EXERCISE INSTRUCTIONS: Pull each line containing "graph" out of the data and copy it.

EXERCISE INPUT:
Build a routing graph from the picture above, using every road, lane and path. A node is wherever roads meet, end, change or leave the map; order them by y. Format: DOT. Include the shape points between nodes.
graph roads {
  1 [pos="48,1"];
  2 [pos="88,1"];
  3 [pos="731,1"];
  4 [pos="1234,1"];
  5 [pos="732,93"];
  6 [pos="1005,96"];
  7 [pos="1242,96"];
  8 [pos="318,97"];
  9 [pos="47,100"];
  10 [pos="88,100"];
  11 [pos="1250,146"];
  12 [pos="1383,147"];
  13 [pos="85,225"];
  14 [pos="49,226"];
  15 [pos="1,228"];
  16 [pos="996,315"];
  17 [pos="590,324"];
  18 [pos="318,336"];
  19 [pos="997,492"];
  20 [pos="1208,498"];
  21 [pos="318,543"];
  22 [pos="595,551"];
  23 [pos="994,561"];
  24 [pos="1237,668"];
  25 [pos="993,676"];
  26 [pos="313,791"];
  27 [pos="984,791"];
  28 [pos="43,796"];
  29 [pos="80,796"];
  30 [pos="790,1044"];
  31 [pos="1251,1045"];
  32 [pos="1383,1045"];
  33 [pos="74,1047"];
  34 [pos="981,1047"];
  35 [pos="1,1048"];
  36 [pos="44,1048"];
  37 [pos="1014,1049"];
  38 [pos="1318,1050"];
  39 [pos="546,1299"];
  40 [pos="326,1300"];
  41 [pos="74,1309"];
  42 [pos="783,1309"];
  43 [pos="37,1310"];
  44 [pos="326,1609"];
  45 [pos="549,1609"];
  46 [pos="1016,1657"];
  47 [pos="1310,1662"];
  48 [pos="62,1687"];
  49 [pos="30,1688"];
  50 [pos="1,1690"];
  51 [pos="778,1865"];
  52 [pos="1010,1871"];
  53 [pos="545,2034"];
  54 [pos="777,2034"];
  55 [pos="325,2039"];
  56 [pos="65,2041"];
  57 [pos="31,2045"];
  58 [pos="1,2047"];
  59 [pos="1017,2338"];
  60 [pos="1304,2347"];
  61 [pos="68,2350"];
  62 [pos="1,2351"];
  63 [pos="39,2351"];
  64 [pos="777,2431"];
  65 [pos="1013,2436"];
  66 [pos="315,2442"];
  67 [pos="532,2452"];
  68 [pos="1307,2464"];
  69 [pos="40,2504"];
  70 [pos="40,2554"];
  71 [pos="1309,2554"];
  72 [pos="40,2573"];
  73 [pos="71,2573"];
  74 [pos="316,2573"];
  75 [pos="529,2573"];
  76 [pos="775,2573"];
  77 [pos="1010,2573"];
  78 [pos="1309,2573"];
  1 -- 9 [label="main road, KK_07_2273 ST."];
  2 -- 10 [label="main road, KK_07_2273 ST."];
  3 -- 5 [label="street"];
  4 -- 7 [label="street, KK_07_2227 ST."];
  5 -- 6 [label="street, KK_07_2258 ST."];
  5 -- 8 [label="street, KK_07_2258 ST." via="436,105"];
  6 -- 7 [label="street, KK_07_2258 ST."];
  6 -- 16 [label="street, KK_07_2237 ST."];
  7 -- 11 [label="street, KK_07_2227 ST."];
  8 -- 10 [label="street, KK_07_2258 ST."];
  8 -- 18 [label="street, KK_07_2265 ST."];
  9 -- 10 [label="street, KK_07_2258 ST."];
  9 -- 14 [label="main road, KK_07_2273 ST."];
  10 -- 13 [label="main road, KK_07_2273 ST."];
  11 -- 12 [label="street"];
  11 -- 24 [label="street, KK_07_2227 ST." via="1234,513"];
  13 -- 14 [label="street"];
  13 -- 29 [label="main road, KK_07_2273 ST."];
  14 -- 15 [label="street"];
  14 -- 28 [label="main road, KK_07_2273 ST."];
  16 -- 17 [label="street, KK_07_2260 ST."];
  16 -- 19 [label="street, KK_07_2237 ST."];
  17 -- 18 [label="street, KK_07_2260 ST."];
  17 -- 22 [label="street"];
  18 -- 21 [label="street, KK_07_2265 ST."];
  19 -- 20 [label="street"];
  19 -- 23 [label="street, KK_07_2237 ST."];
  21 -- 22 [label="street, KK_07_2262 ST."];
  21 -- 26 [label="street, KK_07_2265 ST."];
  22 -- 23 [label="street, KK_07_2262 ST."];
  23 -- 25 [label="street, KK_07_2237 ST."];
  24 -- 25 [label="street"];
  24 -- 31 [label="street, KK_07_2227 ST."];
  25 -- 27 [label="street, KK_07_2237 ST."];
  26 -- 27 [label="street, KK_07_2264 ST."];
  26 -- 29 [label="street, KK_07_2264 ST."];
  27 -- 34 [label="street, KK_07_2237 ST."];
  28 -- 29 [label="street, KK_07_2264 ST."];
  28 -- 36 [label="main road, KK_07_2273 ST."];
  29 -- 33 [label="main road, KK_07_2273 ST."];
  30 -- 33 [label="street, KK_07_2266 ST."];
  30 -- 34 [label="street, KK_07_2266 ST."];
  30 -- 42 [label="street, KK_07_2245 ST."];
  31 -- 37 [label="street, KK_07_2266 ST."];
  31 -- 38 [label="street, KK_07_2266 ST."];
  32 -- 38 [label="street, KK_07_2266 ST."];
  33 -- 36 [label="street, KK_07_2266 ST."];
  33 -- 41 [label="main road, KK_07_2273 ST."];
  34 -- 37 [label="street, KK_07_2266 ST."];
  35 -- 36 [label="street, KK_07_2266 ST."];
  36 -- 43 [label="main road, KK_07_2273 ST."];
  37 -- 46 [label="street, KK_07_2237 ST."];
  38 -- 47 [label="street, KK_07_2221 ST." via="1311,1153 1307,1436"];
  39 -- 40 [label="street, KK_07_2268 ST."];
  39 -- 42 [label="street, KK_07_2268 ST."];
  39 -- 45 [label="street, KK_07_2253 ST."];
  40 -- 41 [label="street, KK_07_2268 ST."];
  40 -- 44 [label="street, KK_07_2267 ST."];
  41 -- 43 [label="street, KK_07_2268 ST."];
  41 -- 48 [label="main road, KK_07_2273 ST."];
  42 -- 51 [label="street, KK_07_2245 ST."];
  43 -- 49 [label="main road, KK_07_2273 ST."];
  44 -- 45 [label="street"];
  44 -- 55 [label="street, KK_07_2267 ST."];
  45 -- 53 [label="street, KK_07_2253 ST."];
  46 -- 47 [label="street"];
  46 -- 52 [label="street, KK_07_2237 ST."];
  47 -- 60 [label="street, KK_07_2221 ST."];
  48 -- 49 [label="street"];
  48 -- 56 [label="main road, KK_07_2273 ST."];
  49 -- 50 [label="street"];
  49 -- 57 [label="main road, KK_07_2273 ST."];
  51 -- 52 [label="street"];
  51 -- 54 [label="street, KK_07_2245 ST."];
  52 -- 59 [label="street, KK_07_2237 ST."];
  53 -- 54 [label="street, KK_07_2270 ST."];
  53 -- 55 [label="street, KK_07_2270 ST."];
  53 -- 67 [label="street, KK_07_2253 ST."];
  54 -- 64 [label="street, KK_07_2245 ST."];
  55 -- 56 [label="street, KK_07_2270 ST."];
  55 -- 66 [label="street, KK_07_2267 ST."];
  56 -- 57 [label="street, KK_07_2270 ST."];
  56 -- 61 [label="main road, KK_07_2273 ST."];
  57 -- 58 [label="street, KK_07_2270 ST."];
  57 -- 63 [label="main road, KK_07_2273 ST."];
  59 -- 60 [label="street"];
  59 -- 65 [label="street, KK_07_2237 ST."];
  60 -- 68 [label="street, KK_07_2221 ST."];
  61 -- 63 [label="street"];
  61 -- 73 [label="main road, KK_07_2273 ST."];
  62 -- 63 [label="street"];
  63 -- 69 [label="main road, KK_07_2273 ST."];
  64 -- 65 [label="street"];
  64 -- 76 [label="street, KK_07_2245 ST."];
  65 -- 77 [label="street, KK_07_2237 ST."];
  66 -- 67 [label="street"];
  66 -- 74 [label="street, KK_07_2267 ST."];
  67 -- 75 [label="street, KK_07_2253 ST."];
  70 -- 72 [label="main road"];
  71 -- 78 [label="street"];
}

ANSWER SECTION:
Build a routing graph from the picture above, using every road, lane and path. A node is wherever roads meet, end, change or leave the map; order them by y. Format: DOT. Include the shape points between nodes.
graph roads {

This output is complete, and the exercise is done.